= Task prompt =
Out of the lines below, please list those that hold the string "north".

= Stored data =
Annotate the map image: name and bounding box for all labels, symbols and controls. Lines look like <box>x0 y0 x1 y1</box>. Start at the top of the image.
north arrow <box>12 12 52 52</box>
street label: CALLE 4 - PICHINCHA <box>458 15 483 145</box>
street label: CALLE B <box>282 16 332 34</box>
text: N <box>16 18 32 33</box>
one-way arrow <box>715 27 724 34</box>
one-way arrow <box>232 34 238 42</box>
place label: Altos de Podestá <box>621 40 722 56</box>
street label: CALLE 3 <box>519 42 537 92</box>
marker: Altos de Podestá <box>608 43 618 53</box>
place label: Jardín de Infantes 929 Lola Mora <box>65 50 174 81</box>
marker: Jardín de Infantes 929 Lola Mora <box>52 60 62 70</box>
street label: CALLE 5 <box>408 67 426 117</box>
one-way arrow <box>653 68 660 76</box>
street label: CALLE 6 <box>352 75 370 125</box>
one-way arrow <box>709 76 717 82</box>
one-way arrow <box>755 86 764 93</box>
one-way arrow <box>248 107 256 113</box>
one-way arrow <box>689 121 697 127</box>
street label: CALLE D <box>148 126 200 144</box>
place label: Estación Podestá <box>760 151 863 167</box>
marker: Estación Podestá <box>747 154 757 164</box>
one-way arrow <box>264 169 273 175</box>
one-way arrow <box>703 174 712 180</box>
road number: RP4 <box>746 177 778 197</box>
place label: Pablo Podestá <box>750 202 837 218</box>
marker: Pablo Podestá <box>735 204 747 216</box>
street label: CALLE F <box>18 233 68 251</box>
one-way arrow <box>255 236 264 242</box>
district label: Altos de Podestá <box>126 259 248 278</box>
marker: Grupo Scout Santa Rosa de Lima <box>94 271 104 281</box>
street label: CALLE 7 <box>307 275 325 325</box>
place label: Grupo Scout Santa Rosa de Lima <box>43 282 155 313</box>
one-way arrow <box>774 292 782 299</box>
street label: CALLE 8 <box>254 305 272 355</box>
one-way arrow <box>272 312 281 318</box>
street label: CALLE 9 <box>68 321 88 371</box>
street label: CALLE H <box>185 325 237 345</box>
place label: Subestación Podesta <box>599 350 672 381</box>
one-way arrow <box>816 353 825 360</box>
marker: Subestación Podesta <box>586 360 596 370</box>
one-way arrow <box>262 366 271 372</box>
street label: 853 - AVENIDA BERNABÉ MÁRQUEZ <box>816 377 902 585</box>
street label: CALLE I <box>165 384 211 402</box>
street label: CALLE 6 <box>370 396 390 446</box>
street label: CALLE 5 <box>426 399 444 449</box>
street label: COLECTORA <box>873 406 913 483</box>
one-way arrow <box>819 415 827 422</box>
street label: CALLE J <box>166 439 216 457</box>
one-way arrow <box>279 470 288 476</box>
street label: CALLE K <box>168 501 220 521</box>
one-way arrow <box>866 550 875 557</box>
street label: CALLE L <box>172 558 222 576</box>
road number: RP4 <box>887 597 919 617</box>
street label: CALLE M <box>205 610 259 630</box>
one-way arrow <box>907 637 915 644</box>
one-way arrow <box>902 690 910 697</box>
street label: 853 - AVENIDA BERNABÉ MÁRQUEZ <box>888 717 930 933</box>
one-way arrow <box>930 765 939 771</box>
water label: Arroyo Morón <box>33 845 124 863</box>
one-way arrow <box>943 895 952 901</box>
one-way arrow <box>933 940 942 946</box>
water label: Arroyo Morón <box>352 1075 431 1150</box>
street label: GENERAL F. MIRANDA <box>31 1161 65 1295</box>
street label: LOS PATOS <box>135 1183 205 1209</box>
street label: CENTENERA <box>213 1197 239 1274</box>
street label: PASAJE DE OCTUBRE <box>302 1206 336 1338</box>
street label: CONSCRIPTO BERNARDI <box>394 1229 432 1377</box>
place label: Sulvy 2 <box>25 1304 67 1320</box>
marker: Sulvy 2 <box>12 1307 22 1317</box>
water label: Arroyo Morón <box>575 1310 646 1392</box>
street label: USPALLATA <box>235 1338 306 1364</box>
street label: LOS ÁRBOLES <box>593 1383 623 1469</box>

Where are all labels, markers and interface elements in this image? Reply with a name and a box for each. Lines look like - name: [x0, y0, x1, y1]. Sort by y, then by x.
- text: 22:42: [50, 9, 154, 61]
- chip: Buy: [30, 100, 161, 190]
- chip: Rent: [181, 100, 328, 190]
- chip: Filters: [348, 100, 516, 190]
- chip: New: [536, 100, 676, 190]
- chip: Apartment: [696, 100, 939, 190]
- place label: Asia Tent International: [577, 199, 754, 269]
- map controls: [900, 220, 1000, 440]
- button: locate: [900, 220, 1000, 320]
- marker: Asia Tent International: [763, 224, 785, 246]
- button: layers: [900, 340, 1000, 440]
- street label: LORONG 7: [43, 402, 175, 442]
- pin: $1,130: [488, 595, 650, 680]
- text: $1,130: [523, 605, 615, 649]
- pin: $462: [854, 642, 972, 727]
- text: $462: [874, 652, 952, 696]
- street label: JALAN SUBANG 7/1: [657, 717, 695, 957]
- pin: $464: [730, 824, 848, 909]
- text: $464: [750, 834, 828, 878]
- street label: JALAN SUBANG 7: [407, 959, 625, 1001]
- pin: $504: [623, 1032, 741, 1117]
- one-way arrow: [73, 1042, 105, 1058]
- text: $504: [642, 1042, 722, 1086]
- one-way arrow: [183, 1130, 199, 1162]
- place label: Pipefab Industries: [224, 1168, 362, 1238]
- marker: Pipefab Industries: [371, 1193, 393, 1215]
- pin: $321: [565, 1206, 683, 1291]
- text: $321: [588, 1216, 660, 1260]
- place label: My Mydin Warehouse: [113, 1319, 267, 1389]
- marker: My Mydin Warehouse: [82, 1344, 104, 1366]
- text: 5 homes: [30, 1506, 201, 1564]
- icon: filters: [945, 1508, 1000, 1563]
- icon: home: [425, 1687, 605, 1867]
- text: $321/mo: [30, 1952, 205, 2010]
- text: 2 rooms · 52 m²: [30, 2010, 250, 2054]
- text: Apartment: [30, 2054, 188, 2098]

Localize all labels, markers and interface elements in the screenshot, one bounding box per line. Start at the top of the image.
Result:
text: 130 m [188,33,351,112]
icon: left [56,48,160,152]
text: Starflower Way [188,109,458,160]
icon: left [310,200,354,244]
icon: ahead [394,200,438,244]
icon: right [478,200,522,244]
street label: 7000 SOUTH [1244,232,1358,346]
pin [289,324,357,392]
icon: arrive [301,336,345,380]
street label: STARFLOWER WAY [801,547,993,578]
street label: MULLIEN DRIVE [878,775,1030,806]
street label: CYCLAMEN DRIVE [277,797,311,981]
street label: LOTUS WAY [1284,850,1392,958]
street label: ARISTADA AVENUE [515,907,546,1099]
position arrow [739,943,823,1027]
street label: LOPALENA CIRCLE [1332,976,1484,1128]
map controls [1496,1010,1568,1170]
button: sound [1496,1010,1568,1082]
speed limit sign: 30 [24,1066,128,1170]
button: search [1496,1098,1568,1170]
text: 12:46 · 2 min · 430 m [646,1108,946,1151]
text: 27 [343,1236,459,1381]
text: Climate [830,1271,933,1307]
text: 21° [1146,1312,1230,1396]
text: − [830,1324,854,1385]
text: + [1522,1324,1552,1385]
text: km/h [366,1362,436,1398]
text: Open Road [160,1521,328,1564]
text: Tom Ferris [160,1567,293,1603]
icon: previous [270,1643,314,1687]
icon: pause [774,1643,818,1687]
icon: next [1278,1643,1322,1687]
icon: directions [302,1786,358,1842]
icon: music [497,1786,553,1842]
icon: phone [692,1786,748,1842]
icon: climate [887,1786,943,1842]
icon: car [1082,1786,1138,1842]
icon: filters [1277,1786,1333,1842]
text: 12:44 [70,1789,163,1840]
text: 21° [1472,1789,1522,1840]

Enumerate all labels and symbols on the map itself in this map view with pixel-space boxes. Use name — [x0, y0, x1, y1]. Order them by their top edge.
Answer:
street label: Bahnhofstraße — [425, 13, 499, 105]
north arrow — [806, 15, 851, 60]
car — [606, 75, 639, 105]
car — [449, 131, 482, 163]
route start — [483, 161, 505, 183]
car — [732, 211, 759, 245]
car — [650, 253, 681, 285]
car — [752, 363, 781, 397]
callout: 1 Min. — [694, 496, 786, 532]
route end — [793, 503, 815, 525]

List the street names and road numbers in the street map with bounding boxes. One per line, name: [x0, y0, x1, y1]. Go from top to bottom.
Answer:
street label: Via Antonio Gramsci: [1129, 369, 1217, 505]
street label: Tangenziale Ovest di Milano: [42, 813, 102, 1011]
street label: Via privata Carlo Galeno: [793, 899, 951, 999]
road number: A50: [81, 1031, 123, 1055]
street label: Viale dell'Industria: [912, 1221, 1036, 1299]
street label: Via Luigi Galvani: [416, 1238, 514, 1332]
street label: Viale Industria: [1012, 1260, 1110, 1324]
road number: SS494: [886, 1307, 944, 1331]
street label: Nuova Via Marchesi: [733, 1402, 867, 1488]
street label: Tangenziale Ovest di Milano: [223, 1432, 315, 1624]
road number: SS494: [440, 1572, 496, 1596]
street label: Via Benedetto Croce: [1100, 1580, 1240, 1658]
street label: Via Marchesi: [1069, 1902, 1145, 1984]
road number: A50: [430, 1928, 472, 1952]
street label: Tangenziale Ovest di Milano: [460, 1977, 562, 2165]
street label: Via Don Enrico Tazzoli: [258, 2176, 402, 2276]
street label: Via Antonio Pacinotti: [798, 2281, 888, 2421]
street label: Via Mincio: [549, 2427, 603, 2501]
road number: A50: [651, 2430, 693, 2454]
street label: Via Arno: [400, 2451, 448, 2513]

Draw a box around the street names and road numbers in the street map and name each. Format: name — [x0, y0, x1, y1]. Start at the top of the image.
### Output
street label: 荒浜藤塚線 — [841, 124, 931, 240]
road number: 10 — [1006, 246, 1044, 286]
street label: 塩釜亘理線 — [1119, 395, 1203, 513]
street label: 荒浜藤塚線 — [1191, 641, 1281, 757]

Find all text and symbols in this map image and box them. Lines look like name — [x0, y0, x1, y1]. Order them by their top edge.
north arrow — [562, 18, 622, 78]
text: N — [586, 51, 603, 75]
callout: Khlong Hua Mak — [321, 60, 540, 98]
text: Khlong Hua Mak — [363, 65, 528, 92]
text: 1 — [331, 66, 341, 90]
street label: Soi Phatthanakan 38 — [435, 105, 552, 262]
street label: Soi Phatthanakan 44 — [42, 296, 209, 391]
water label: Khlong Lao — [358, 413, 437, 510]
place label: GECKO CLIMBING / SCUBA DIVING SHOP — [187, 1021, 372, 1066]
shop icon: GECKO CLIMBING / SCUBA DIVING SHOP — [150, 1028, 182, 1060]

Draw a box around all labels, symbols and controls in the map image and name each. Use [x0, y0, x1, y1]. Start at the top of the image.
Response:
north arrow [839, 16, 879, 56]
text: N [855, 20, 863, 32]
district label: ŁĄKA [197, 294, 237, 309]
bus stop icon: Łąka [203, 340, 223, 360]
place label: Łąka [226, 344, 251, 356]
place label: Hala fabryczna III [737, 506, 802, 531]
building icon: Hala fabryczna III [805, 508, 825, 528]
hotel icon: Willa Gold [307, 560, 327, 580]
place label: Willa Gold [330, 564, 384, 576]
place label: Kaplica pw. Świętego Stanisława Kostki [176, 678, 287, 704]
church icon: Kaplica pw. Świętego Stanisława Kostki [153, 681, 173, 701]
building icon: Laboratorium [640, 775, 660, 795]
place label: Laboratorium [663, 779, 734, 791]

= Task output =
north arrow <box>12 12 52 52</box>
north arrow — [806, 15, 851, 60]
north arrow — [562, 18, 622, 78]
north arrow [839, 16, 879, 56]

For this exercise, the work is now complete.